Our baseline for similarity between user highlighted text and the text of a Wikipedia page will be an explicit topic model based on TF-IDF. We selected this baseline because it is straightforward to implement, runs quickly at inference time, is small enough to fit in a browser extension, and is easy to interpret (e.g. word x contributed y to the similarity score between user highlighted text and Wikipedia page z). We will also explore more modern word embedding approaches (e.g. Word2Vec, GloVE, and contextualized word embeddings such as BERT) to see if they improve on our baseline while still maintaining the benefits of TF-IDF.
However, text similarity is not the whole story, especially in a project focusing on credibility. One of the major choices to make in our modeling is which Wikipedia pages to include as potential topics to be returned to the user. The concept of a “good” Wikipedia page / topic is hard to quantify, but much of the R&D for this project will be investigating this question. Below we will go into more detail about the signals and features we plan to examine. We will divide these approaches into “community” features - those made possible by humans reading and reviewing pages - and “machine” features - those derived algorithmically from raw Wikimedia data (note that Wikidata provides additional metadata about pages that can be used for filtering).
Community Features
- Wikipedia:Content_assessment: The Wikipedia community has established an assessment system that assigns grades to some pages.
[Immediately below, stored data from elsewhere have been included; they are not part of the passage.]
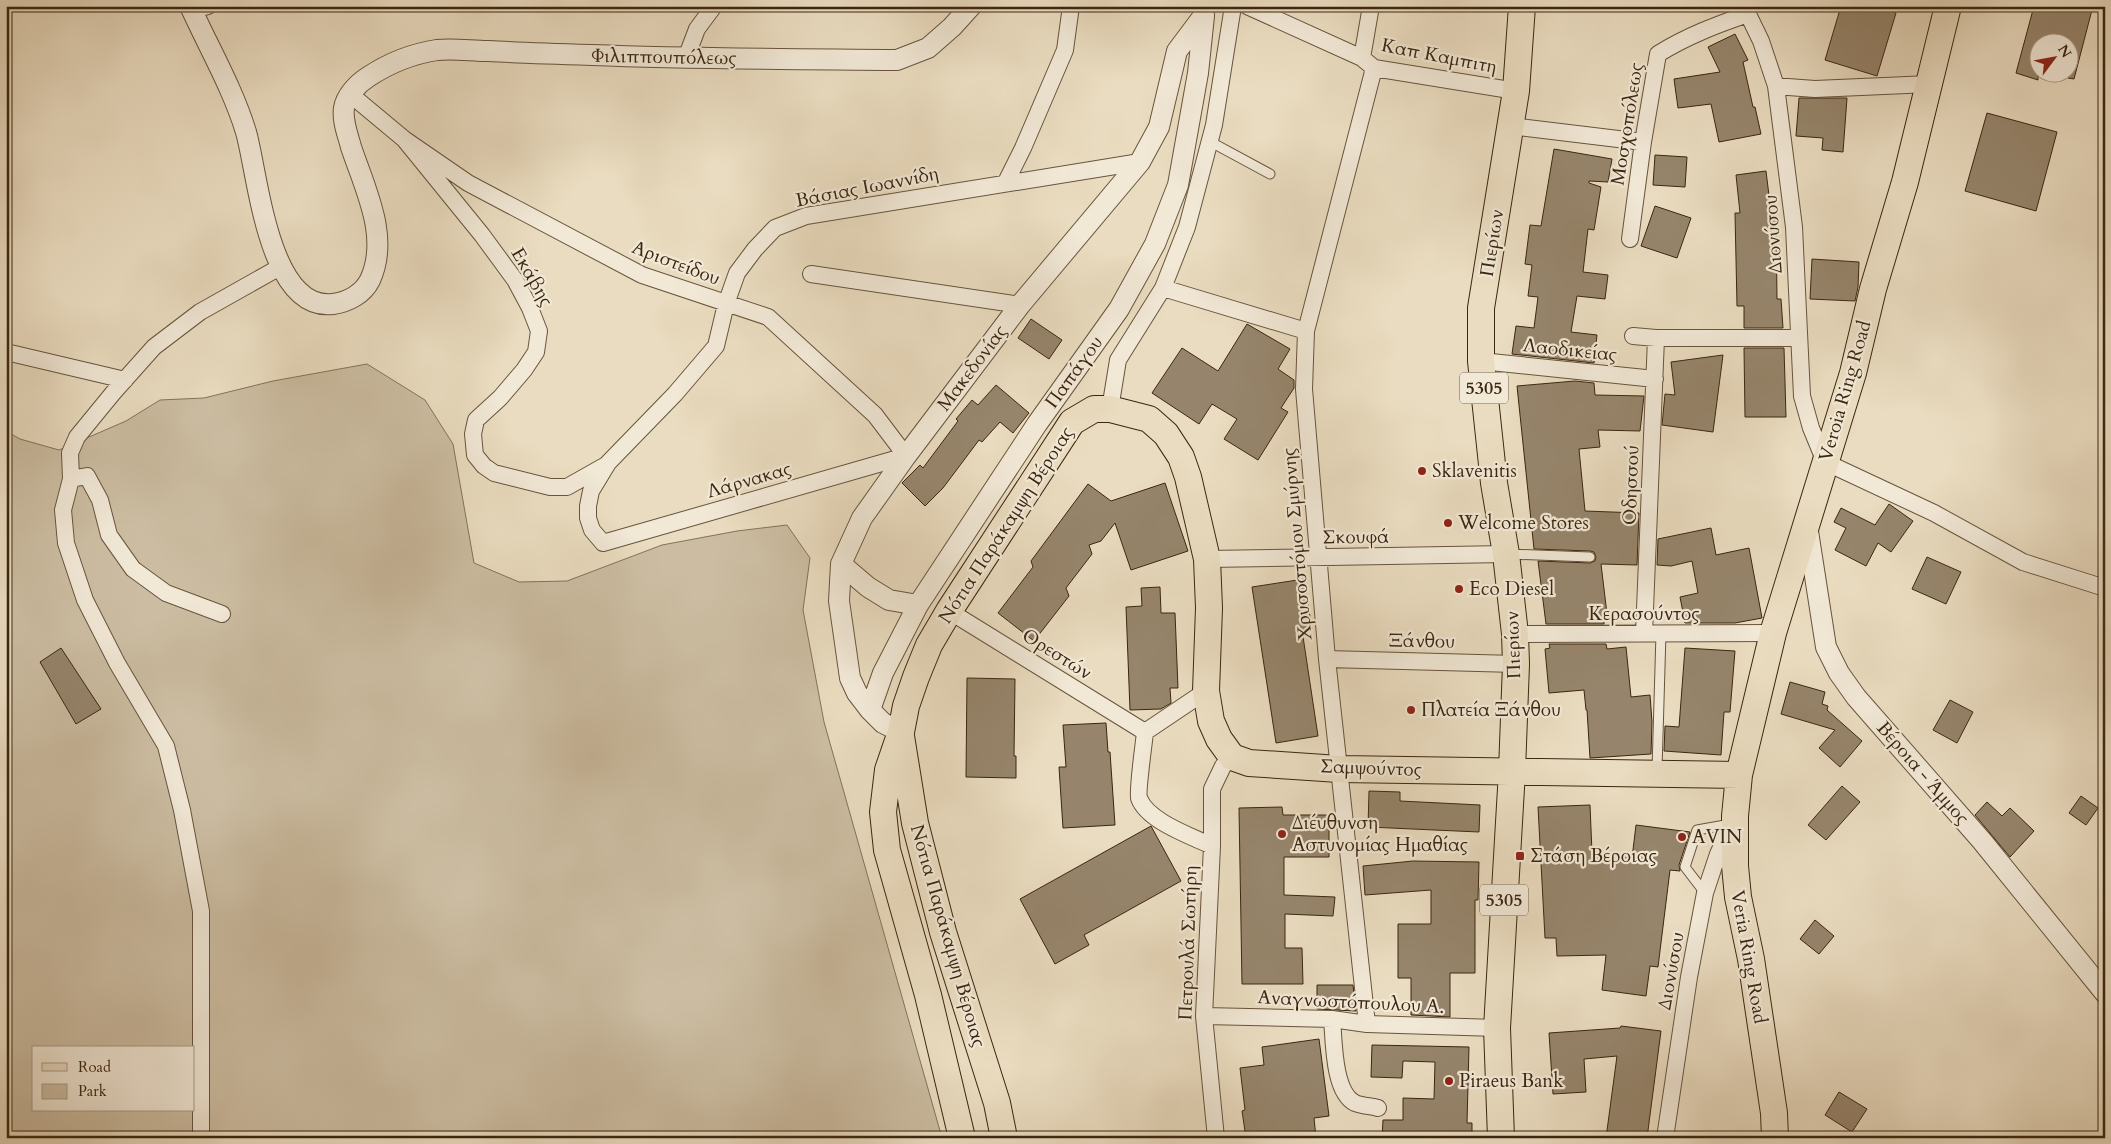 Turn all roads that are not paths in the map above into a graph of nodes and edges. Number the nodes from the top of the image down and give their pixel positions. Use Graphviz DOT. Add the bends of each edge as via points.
graph roads {
  1 [pos="714,6"];
  2 [pos="971,6"];
  3 [pos="1071,6"];
  4 [pos="1233,6"];
  5 [pos="1247,6"];
  6 [pos="1371,6"];
  7 [pos="1522,6"];
  8 [pos="1948,6"];
  9 [pos="197,7"];
  10 [pos="1746,10"];
  11 [pos="1205,11"];
  12 [pos="686,58"];
  13 [pos="1368,63"];
  14 [pos="1930,84"];
  15 [pos="1776,86"];
  16 [pos="1516,91"];
  17 [pos="350,94"];
  18 [pos="1511,126"];
  19 [pos="404,138"];
  20 [pos="1209,141"];
  21 [pos="1643,142"];
  22 [pos="1140,162"];
  23 [pos="1270,174"];
  24 [pos="1006,182"];
  25 [pos="1630,239"];
  26 [pos="280,268"];
  27 [pos="812,274"];
  28 [pos="1162,288"];
  29 [pos="726,304"];
  30 [pos="1020,305"];
  31 [pos="1306,331"];
  32 [pos="1633,336"];
  33 [pos="1656,338"];
  34 [pos="1798,338"];
  35 [pos="6,352"];
  36 [pos="1481,360"];
  37 [pos="1655,379"];
  38 [pos="124,380"];
  39 [pos="1110,409"];
  40 [pos="906,456"];
  41 [pos="1825,462"];
  42 [pos="608,463"];
  43 [pos="71,479"];
  44 [pos="1807,524"];
  45 [pos="603,543"];
  46 [pos="1506,554"];
  47 [pos="1590,557"];
  48 [pos="1317,558"];
  49 [pos="1207,559"];
  50 [pos="841,564"];
  51 [pos="2105,588"];
  52 [pos="918,604"];
  53 [pos="949,611"];
  54 [pos="222,614"];
  55 [pos="1661,633"];
  56 [pos="1773,633"];
  57 [pos="1515,634"];
  58 [pos="1644,634"];
  59 [pos="1327,659"];
  60 [pos="1516,664"];
  61 [pos="1206,691"];
  62 [pos="870,710"];
  63 [pos="901,732"];
  64 [pos="1145,732"];
  65 [pos="1232,757"];
  66 [pos="1339,769"];
  67 [pos="1512,771"];
  68 [pos="1657,774"];
  69 [pos="1739,775"];
  70 [pos="1733,820"];
  71 [pos="1212,846"];
  72 [pos="1705,893"];
  73 [pos="2105,992"];
  74 [pos="1204,1016"];
  75 [pos="1332,1019"];
  76 [pos="1367,1024"];
  77 [pos="1496,1028"];
  78 [pos="1378,1108"];
  79 [pos="1777,1130"];
  80 [pos="1215,1136"];
  81 [pos="201,1138"];
  82 [pos="962,1138"];
  83 [pos="1004,1138"];
  84 [pos="1501,1138"];
  85 [pos="1665,1138"];
  1 -- 12 [label="street" via="697,29"];
  2 -- 12 [label="street, Φιλιππουπόλεως" via="928,48 897,60"];
  3 -- 24 [label="street" via="1065,50"];
  4 -- 20 [label="street, Παπάγου"];
  5 -- 13 [label="street, Καπ Καμπιτη"];
  6 -- 13 [label="street, Χρυσοστόμου Σμύρνης"];
  7 -- 16 [label="main road, Πιερίων / 5305"];
  8 -- 14 [label="main road, Verοia Ring Road"];
  9 -- 26 [label="street" via="246,132 268,234"];
  10 -- 15 [label="street, Διονύσου" via="1761,41"];
  10 -- 21 [label="street, Μοσχοπόλεως" via="1658,54"];
  11 -- 22 [label="street, Μακεδονίας" via="1177,51 1159,127"];
  11 -- 52 [label="street, Παπάγου" via="1198,73 1178,185 1155,244 1118,309 1037,424"];
  12 -- 17 [label="street, Φιλιππουπόλεως" via="440,50 388,64"];
  13 -- 16 [label="street, Καπ Καμπιτη"];
  13 -- 31 [label="street, Χρυσοστόμου Σμύρνης"];
  14 -- 15 [label="street" via="1815,89"];
  14 -- 41 [label="main road, Verοia Ring Road" via="1853,373"];
  15 -- 34 [label="street, Διονύσου" via="1794,227"];
  16 -- 18 [label="main road, Πιερίων / 5305"];
  17 -- 19 [label="street, Εκάβης"];
  17 -- 26 [label="street" via="344,106 346,130 376,225 378,249 375,269 358,294 331,304 308,298"];
  18 -- 21 [label="street"];
  18 -- 36 [label="main road, Πιερίων / 5305" via="1481,308"];
  19 -- 29 [label="street, Αριστείδου" via="468,183 642,274"];
  19 -- 42 [label="street, Εκάβης" via="515,280 539,331 536,352 524,370 476,420 473,434 475,455 494,473 550,487 567,487"];
  20 -- 23 [label="lane"];
  20 -- 28 [label="street, Παπάγου" via="1187,227"];
  21 -- 25 [label="street, Μοσχοπόλεως"];
  22 -- 24 [label="street, Βάσιας Ιωαννίδη"];
  22 -- 30 [label="street, Μακεδονίας"];
  24 -- 29 [label="street, Βάσιας Ιωαννίδη" via="806,216 775,228 737,273"];
  26 -- 38 [label="street" via="200,312 154,347"];
  27 -- 30 [label="street"];
  28 -- 31 [label="street"];
  28 -- 39 [label="street, Παπάγου" via="1118,360"];
  29 -- 40 [label="street, Αριστείδου" via="768,317 874,415"];
  29 -- 42 [label="street, Βάσιας Ιωαννίδη" via="716,346"];
  30 -- 40 [label="street, Μακεδονίας"];
  31 -- 48 [label="street, Χρυσοστόμου Σμύρνης" via="1305,397"];
  32 -- 33 [label="street, Λαοδικείας"];
  33 -- 34 [label="street, Λαοδικείας"];
  33 -- 37 [label="street, Οδησσού"];
  34 -- 41 [label="street, Διονύσου" via="1802,396"];
  35 -- 38 [label="street"];
  36 -- 37 [label="street, Λαοδικείας"];
  36 -- 46 [label="main road, Πιερίων / 5305" via="1494,483"];
  37 -- 58 [label="street, Οδησσού"];
  38 -- 43 [label="street" via="77,437 70,453"];
  39 -- 49 [label="main road, Νότια Παράκαμψη Βέροιας" via="1149,419 1174,444 1188,477"];
  39 -- 53 [label="main road, Νότια Παράκαμψη Βέροιας" via="1094,409 1072,422"];
  40 -- 45 [label="street, Λάρνακας"];
  40 -- 50 [label="street, Μακεδονίας" via="862,518"];
  41 -- 44 [label="main road, Verοia Ring Road"];
  41 -- 51 [label="street" via="1934,513 2023,562"];
  42 -- 45 [label="street, Βάσιας Ιωαννίδη" via="591,491 588,506 592,530"];
  43 -- 54 [label="street" via="87,476 100,500 109,535 132,569 166,593"];
  43 -- 81 [label="street" via="63,510 66,543 85,600 117,664 166,746 182,810 201,911"];
  44 -- 56 [label="main road, Verοia Ring Road"];
  44 -- 73 [label="street, Βέροια - Άμμος" via="1826,647 1839,673"];
  46 -- 47 [label="lane"];
  46 -- 48 [label="street, Σκουφά"];
  46 -- 57 [label="main road, Πιερίων / 5305"];
  48 -- 49 [label="street, Σκουφά"];
  48 -- 59 [label="street, Χρυσοστόμου Σμύρνης"];
  49 -- 61 [label="main road, Νότια Παράκαμψη Βέροιας"];
  50 -- 52 [label="street" via="889,600"];
  50 -- 62 [label="street, Μακεδονίας" via="840,600 846,661 857,693"];
  52 -- 62 [label="street, Παπάγου" via="883,673"];
  53 -- 63 [label="main road, Νότια Παράκαμψη Βέροιας" via="916,677"];
  53 -- 64 [label="street, Ορεστών"];
  55 -- 56 [label="street, Κερασούντος"];
  55 -- 58 [label="street, Κερασούντος"];
  55 -- 68 [label="lane"];
  56 -- 69 [label="main road, Verοia Ring Road"];
  57 -- 58 [label="street, Κερασούντος"];
  57 -- 60 [label="main road, Πιερίων / 5305"];
  59 -- 60 [label="street, Ξάνθου"];
  59 -- 66 [label="street, Χρυσοστόμου Σμύρνης"];
  60 -- 67 [label="main road, Πιερίων / 5305"];
  61 -- 64 [label="street"];
  61 -- 65 [label="main road, Νότια Παράκαμψη Βέροιας" via="1211,721"];
  62 -- 63 [label="street, Μακεδονίας" via="883,723"];
  63 -- 82 [label="main road, Νότια Παράκαμψη Βέροιας" via="888,770 884,795 882,812 886,850 928,995"];
  63 -- 83 [label="main road, Νότια Παράκαμψη Βέροιας" via="915,823 943,932 997,1103"];
  64 -- 71 [label="street" via="1139,797 1149,812 1166,824"];
  65 -- 66 [label="main road, Σαμψούντος" via="1248,763"];
  65 -- 71 [label="street, Πετρουλά Σωτήρη" via="1223,766 1212,789"];
  66 -- 67 [label="main road, Σαμψούντος"];
  66 -- 76 [label="street, Χρυσοστόμου Σμύρνης"];
  67 -- 68 [label="main road"];
  67 -- 77 [label="main road, Πιερίων / 5305"];
  68 -- 69 [label="main road"];
  69 -- 70 [label="main road, Veria Ring Road"];
  70 -- 72 [label="street, Διονύσου"];
  70 -- 72 [label="lane" via="1697,830 1685,867"];
  70 -- 79 [label="main road, Veria Ring Road" via="1738,897 1751,959"];
  71 -- 74 [label="street, Πετρουλά Σωτήρη"];
  72 -- 85 [label="street, Διονύσου"];
  74 -- 75 [label="street, Αναγνωστόπουλου Α."];
  74 -- 80 [label="street, Πετρουλά Σωτήρη"];
  75 -- 76 [label="street, Αναγνωστόπουλου Α."];
  75 -- 78 [label="street" via="1340,1083 1345,1094 1355,1103"];
  76 -- 77 [label="street, Αναγνωστόπουλου Α."];
  77 -- 84 [label="main road, Πιερίων / 5305"];
}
While not a comprehensive solution, incorporating this signal into our model will help it return quality pages. Alternatively, we could give the user the option to include only Featured_articles and Good_articles (approximately 36,000 pages).
- Wikipedia:WikiProject_Reliability: This Wikipedia project focuses on the core policies of verifiability and no original research. Their guidelines encourage usage of templates indicating reference quality. We can parse these templates when we convert wiki text markup to plain text and incorporate them into our model.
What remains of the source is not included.